Requirement: A verbatim repeat of the lines below is required, with the pictures removed.

Items listed in a dataset:
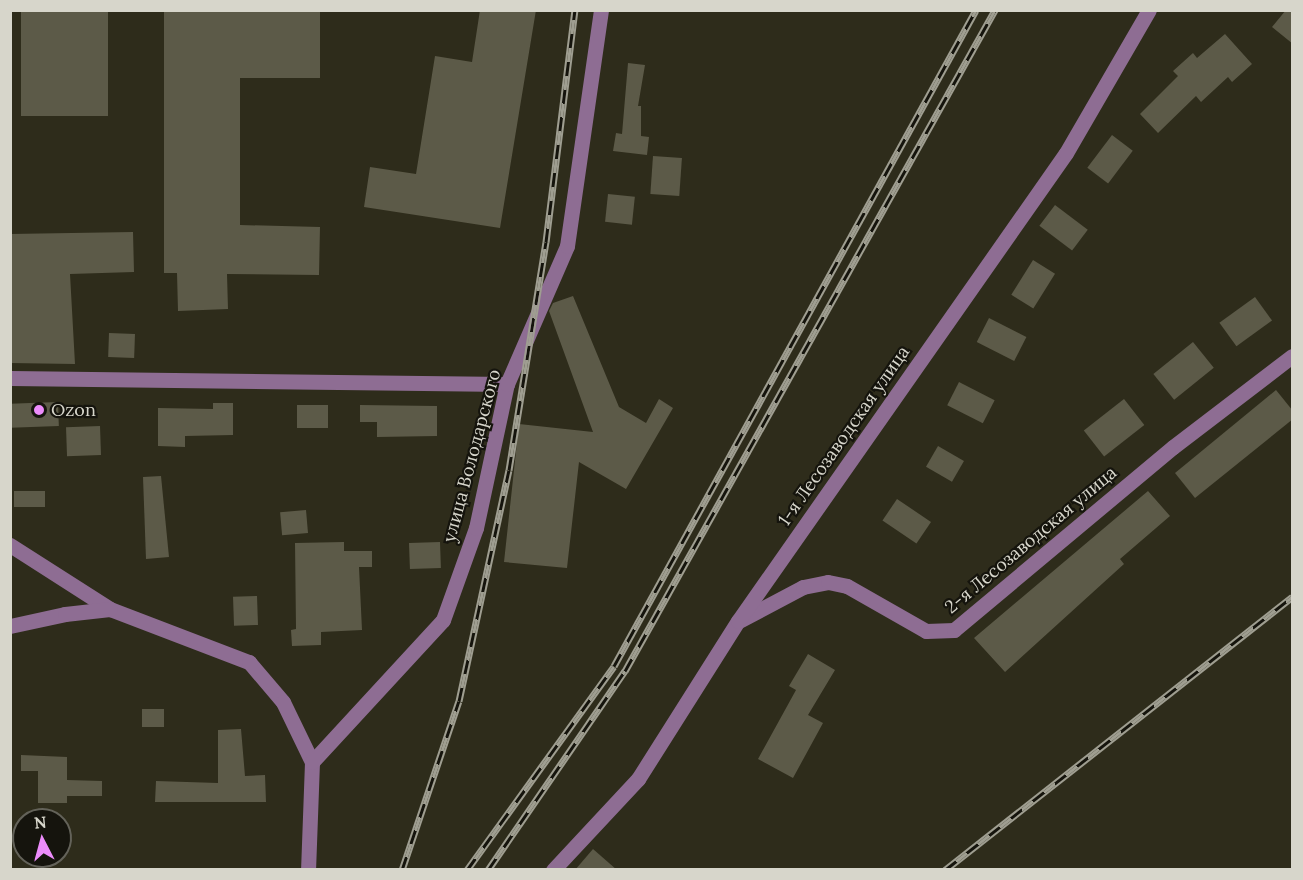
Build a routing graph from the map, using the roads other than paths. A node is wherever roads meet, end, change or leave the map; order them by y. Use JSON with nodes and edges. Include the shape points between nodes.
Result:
{"nodes":[{"id":1,"x":601,"y":10,"type":"edge"},
{"id":2,"x":1149,"y":10,"type":"edge"},
{"id":3,"x":1293,"y":356,"type":"edge"},
{"id":4,"x":10,"y":378,"type":"edge"},
{"id":5,"x":507,"y":384,"type":"junction"},
{"id":6,"x":10,"y":545,"type":"edge"},
{"id":7,"x":110,"y":609,"type":"junction"},
{"id":8,"x":738,"y":621,"type":"junction"},
{"id":9,"x":10,"y":626,"type":"edge"},
{"id":10,"x":312,"y":762,"type":"junction"},
{"id":11,"x":308,"y":870,"type":"edge"},
{"id":12,"x":553,"y":870,"type":"edge"}],
"edges":[{"from":1,"to":5,"type":"street","name":"улица Володарского","via":[[567,246]]},
{"from":2,"to":8,"type":"street","name":"1-я Лесозаводская улица","via":[[1066,153]]},
{"from":3,"to":8,"type":"street","name":"2-я Лесозаводская улица","via":[[1173,447],[954,630],[926,631],[847,586],[828,582],[803,587]]},
{"from":4,"to":5,"type":"street"},
{"from":5,"to":10,"type":"street","name":"улица Володарского","via":[[476,528],[443,620]]},
{"from":6,"to":7,"type":"street"},
{"from":7,"to":9,"type":"street"},
{"from":7,"to":10,"type":"street","via":[[249,662],[283,702]]},
{"from":8,"to":12,"type":"street","name":"1-я Лесозаводская улица","via":[[638,779]]},
{"from":10,"to":11,"type":"street"}]}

Response area:
Build a routing graph from the map, using the roads other than paths. A node is wherever roads meet, end, change or leave the map; order them by y. Use JSON with nodes and edges. Include the shape points between nodes.
Result:
{"nodes":[{"id":1,"x":601,"y":10,"type":"edge"},
{"id":2,"x":1149,"y":10,"type":"edge"},
{"id":3,"x":1293,"y":356,"type":"edge"},
{"id":4,"x":10,"y":378,"type":"edge"},
{"id":5,"x":507,"y":384,"type":"junction"},
{"id":6,"x":10,"y":545,"type":"edge"},
{"id":7,"x":110,"y":609,"type":"junction"},
{"id":8,"x":738,"y":621,"type":"junction"},
{"id":9,"x":10,"y":626,"type":"edge"},
{"id":10,"x":312,"y":762,"type":"junction"},
{"id":11,"x":308,"y":870,"type":"edge"},
{"id":12,"x":553,"y":870,"type":"edge"}],
"edges":[{"from":1,"to":5,"type":"street","name":"улица Володарского","via":[[567,246]]},
{"from":2,"to":8,"type":"street","name":"1-я Лесозаводская улица","via":[[1066,153]]},
{"from":3,"to":8,"type":"street","name":"2-я Лесозаводская улица","via":[[1173,447],[954,630],[926,631],[847,586],[828,582],[803,587]]},
{"from":4,"to":5,"type":"street"},
{"from":5,"to":10,"type":"street","name":"улица Володарского","via":[[476,528],[443,620]]},
{"from":6,"to":7,"type":"street"},
{"from":7,"to":9,"type":"street"},
{"from":7,"to":10,"type":"street","via":[[249,662],[283,702]]},
{"from":8,"to":12,"type":"street","name":"1-я Лесозаводская улица","via":[[638,779]]},
{"from":10,"to":11,"type":"street"}]}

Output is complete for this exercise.